▶ [What the task requires]
Look over the material for the string "meet". Copy every line where it turns up.

▶ [Material for the task]
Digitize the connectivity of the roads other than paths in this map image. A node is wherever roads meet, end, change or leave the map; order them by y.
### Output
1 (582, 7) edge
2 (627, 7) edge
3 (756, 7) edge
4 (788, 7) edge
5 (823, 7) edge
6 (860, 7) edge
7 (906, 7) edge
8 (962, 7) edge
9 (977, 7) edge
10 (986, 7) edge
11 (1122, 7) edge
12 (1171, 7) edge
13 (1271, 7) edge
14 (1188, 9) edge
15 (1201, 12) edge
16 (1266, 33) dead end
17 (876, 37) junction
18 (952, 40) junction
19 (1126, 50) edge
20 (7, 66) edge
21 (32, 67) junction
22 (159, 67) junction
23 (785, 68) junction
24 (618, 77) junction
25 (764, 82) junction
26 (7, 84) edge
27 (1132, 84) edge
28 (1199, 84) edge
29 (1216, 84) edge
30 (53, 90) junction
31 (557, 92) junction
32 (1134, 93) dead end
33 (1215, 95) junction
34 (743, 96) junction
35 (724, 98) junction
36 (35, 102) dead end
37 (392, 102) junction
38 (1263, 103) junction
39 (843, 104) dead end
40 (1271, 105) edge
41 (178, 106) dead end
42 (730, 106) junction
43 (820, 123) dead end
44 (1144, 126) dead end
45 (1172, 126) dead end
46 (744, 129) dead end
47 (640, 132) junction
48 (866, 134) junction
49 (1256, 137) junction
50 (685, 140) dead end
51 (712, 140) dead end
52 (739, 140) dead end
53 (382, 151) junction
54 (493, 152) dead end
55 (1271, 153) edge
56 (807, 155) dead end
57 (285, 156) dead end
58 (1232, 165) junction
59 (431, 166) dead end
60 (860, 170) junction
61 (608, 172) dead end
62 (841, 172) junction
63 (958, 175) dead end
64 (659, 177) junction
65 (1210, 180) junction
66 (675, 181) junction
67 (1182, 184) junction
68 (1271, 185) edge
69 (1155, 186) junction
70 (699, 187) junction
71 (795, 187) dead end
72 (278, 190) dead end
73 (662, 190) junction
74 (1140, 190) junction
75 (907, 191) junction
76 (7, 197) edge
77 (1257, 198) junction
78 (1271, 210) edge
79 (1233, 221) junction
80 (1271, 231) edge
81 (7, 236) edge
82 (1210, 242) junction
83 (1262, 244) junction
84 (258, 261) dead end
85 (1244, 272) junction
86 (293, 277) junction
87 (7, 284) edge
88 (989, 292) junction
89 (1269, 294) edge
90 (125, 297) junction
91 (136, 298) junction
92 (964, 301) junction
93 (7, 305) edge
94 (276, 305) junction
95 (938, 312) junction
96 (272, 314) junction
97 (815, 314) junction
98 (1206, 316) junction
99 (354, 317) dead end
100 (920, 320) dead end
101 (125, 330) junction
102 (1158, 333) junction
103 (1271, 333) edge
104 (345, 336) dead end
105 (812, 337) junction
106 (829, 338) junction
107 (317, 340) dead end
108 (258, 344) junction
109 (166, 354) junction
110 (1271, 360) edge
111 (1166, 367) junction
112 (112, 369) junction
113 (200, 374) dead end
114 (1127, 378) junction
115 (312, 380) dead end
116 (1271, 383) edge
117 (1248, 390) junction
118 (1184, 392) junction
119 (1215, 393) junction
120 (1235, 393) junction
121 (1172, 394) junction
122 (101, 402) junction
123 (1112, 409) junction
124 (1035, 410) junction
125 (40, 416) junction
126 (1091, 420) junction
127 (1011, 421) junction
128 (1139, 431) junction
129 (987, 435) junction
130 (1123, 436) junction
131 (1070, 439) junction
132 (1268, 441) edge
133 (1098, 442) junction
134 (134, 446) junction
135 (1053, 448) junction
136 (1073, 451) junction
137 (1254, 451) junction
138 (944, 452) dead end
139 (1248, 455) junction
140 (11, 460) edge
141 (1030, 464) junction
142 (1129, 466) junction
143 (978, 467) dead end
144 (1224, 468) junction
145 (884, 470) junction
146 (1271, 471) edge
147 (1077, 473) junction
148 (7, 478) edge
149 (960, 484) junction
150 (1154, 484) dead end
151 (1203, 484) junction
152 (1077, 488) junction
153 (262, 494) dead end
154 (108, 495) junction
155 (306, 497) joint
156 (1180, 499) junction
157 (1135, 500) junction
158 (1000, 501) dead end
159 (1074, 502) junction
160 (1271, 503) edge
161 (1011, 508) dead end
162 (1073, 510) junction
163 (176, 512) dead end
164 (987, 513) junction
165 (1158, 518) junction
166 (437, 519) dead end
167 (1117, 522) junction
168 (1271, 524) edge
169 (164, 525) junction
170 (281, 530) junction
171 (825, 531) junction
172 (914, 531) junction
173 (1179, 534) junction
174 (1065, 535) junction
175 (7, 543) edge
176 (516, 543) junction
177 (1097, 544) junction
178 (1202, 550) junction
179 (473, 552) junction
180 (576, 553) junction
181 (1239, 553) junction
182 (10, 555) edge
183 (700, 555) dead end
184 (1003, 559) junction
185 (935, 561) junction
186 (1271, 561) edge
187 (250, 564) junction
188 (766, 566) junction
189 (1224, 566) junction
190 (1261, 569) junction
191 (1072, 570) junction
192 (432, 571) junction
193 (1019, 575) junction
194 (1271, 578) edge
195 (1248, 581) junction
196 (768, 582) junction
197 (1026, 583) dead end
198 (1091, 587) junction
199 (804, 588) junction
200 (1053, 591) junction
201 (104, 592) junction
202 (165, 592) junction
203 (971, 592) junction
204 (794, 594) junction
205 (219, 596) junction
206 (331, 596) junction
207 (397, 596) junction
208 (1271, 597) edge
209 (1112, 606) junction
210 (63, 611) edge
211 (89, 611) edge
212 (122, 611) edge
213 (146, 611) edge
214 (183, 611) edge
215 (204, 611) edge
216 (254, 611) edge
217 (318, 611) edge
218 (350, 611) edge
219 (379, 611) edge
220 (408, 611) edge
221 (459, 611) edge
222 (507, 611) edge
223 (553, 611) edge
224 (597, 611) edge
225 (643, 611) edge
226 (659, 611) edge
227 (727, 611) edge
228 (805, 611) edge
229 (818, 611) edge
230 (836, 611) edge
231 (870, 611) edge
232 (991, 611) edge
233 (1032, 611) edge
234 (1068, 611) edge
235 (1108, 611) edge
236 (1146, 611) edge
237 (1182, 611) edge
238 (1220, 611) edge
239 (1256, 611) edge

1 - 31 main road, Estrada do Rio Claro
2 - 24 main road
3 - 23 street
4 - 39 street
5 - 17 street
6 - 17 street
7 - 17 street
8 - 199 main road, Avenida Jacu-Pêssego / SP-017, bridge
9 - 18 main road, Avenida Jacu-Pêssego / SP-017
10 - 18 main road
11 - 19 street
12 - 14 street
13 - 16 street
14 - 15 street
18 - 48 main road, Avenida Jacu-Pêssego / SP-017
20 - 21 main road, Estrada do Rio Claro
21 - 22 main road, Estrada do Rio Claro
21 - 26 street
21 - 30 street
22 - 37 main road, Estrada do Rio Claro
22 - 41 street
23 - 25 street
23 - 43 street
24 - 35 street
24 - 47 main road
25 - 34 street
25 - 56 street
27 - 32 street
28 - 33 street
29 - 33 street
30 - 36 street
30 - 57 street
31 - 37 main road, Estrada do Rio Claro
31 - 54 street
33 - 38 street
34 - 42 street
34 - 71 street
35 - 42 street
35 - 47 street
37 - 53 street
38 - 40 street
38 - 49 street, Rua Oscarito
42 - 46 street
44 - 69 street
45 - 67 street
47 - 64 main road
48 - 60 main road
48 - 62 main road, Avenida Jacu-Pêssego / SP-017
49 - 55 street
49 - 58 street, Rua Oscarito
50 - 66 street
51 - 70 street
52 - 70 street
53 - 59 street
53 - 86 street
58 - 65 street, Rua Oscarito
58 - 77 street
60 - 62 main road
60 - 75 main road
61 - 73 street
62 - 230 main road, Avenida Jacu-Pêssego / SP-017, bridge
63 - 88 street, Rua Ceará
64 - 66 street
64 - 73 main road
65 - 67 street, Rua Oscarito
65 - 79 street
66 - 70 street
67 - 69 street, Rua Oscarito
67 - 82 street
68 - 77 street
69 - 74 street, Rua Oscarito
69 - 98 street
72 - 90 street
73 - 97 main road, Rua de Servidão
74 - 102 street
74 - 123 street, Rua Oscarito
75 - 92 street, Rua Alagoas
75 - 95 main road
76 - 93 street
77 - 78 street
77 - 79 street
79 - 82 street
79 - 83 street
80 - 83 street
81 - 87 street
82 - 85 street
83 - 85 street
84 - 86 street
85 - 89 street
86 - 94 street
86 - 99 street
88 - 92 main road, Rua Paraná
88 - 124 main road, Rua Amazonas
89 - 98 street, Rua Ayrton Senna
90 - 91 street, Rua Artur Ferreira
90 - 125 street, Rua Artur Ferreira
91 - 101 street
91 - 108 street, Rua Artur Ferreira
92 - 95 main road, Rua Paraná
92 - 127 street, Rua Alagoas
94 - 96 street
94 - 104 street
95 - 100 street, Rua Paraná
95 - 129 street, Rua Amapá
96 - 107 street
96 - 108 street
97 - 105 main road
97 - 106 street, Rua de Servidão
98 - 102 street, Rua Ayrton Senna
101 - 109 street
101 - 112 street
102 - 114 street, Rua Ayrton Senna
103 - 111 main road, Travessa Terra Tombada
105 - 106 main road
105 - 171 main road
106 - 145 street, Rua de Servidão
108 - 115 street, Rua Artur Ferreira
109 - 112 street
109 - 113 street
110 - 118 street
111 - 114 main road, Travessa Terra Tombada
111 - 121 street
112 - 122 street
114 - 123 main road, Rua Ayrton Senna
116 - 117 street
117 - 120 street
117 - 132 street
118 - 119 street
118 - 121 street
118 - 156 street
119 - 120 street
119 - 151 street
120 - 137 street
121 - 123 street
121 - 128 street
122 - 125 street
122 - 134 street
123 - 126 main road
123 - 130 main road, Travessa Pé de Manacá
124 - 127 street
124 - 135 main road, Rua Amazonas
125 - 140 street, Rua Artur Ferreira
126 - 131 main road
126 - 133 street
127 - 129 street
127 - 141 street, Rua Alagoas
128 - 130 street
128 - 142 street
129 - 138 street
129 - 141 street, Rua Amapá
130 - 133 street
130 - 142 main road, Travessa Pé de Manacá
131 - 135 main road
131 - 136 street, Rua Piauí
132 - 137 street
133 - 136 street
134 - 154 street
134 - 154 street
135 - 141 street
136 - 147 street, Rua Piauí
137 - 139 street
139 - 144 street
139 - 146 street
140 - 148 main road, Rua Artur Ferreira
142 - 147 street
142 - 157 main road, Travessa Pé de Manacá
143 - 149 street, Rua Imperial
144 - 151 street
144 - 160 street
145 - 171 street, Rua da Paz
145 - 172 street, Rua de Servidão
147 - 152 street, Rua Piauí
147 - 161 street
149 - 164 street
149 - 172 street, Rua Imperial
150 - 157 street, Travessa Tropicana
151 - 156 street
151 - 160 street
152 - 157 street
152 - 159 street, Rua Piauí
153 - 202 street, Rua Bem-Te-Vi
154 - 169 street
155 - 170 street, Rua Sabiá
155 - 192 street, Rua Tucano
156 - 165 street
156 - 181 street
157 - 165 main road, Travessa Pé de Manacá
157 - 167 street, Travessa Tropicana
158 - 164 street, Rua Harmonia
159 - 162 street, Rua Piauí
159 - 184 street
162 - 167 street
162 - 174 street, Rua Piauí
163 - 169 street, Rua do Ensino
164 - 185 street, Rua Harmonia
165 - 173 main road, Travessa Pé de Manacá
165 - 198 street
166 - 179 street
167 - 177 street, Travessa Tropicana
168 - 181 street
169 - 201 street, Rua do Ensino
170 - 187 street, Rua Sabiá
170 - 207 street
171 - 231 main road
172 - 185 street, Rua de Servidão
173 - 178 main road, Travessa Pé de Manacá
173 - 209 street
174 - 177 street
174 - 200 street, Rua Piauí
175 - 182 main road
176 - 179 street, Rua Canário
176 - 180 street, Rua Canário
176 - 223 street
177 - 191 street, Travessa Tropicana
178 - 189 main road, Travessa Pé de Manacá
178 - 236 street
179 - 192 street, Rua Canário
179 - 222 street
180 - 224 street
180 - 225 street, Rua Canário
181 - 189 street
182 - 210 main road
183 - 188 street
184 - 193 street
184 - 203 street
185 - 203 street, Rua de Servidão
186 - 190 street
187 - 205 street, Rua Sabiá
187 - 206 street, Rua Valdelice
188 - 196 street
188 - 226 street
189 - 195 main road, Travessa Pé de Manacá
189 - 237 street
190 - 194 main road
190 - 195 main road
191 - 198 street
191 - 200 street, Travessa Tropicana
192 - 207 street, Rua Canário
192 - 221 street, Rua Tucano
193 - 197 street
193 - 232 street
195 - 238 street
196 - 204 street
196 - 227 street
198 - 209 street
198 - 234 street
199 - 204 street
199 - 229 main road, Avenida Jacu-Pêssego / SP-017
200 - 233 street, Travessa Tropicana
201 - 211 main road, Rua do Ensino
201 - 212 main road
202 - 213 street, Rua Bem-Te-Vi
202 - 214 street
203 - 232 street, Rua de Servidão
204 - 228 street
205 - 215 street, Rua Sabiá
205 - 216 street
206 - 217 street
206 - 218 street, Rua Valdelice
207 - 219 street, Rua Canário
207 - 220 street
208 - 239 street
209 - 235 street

...

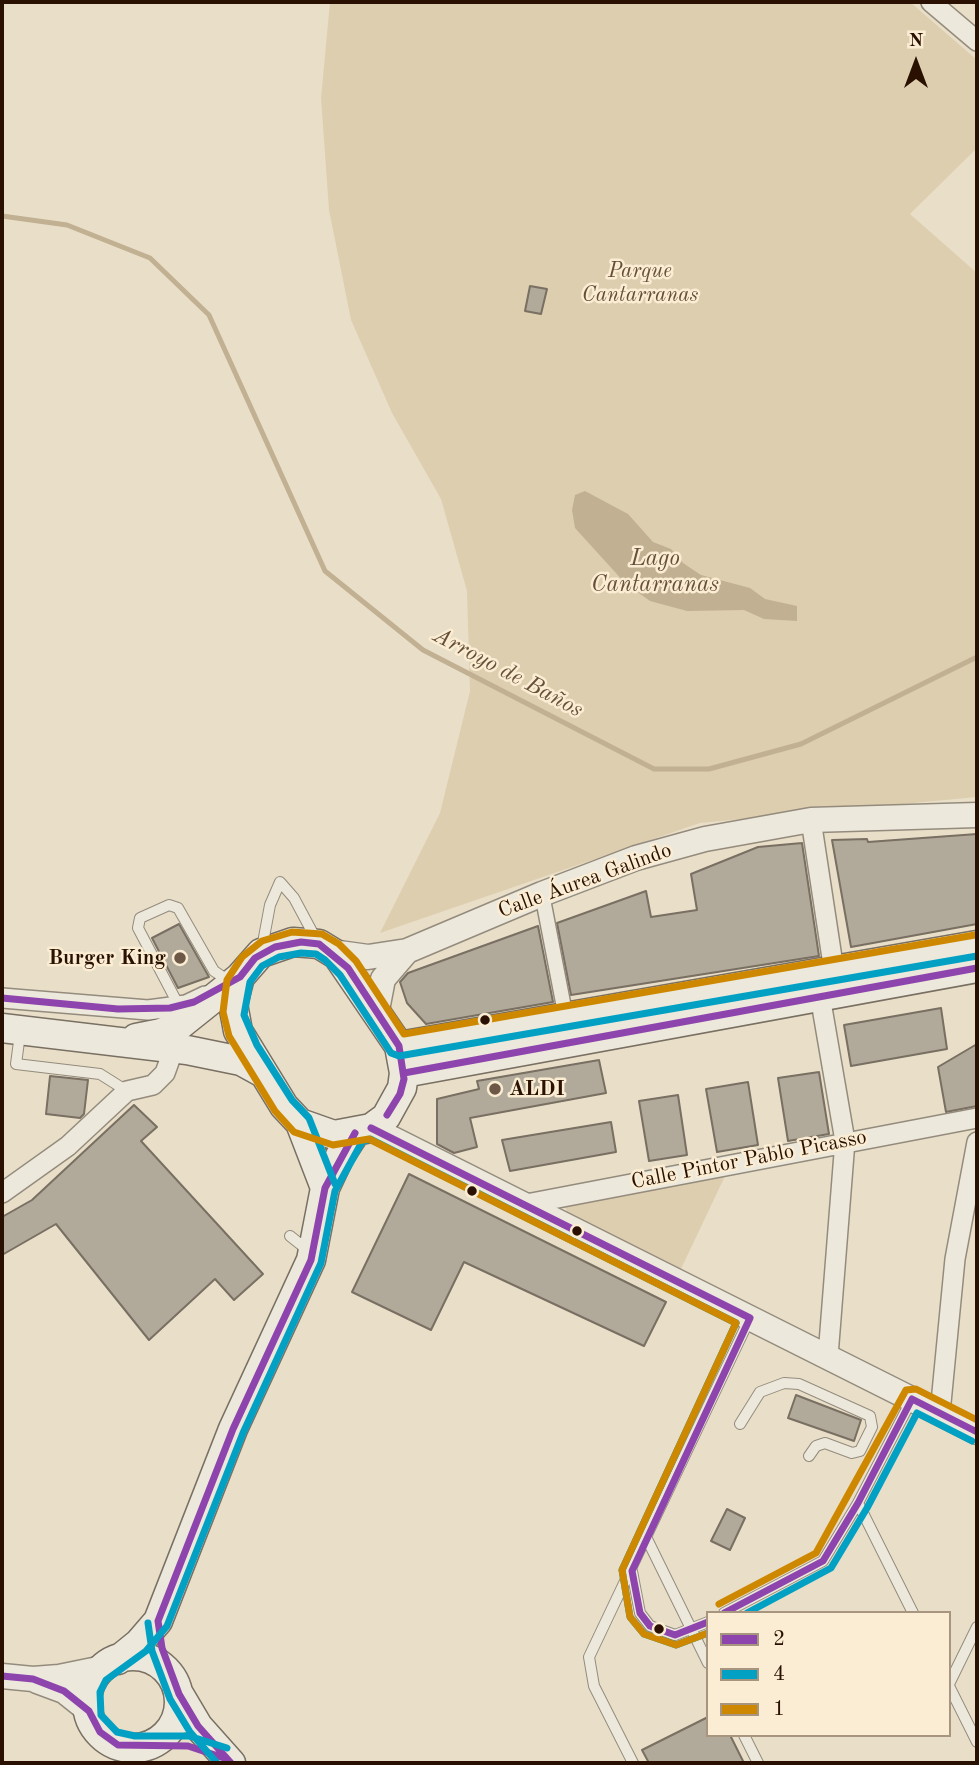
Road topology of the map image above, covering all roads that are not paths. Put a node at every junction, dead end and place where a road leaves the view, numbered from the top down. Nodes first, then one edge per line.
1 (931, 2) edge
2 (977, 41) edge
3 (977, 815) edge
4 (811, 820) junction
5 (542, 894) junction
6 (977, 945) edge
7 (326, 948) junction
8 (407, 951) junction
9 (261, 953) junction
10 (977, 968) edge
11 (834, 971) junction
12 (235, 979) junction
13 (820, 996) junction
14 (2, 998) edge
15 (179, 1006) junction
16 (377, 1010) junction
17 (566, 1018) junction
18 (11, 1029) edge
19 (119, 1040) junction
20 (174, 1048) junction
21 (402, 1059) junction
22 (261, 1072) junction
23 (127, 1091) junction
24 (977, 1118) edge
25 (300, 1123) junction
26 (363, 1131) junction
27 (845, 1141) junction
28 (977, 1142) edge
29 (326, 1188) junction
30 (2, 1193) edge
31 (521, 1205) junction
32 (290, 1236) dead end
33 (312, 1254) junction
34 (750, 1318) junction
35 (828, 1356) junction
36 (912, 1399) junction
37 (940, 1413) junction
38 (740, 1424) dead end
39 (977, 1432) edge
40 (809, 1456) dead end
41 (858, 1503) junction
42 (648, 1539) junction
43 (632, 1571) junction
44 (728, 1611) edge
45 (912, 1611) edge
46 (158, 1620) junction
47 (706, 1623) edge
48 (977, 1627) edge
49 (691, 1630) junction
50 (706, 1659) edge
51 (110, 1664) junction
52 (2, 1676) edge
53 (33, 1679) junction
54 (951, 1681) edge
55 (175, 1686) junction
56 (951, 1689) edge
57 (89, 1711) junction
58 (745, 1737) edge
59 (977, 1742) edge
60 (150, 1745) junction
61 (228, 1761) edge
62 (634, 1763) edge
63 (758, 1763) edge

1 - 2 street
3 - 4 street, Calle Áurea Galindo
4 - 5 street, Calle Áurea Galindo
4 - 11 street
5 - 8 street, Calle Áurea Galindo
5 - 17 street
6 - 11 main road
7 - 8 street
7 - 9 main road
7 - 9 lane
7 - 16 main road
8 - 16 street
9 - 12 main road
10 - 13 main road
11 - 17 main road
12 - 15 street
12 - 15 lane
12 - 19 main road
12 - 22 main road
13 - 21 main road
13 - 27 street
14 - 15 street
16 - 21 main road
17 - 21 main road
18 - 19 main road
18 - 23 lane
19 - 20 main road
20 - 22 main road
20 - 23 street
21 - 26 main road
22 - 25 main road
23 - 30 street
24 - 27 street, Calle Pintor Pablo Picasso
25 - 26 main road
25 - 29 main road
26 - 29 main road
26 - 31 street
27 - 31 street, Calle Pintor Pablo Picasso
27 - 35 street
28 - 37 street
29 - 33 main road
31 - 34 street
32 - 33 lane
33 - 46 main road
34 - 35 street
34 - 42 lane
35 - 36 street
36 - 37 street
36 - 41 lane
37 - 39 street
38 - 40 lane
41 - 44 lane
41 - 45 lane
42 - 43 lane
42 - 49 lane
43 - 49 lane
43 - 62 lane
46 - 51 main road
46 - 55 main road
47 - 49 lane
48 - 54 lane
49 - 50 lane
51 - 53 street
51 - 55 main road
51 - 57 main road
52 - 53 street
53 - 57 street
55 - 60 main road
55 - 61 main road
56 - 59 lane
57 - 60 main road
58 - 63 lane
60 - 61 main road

...

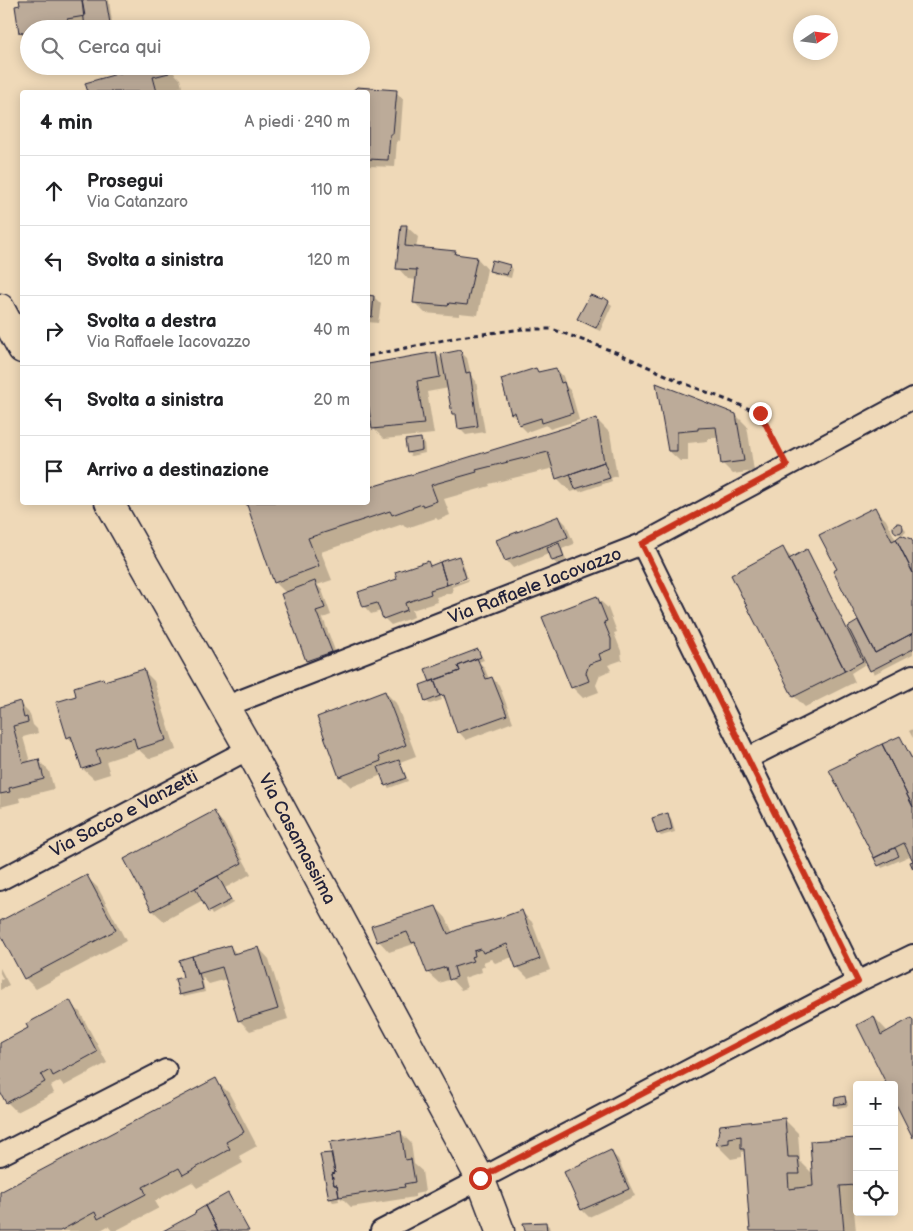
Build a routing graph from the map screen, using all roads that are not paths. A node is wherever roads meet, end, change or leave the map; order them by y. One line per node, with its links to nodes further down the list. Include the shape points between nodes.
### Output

▶ [Completed task]
Digitize the connectivity of the roads other than paths in this map image. A node is wherever roads meet, end, change or leave the map; order them by y.
Build a routing graph from the map screen, using all roads that are not paths. A node is wherever roads meet, end, change or leave the map; order them by y. One line per node, with its links to nodes further down the list. Include the shape points between nodes.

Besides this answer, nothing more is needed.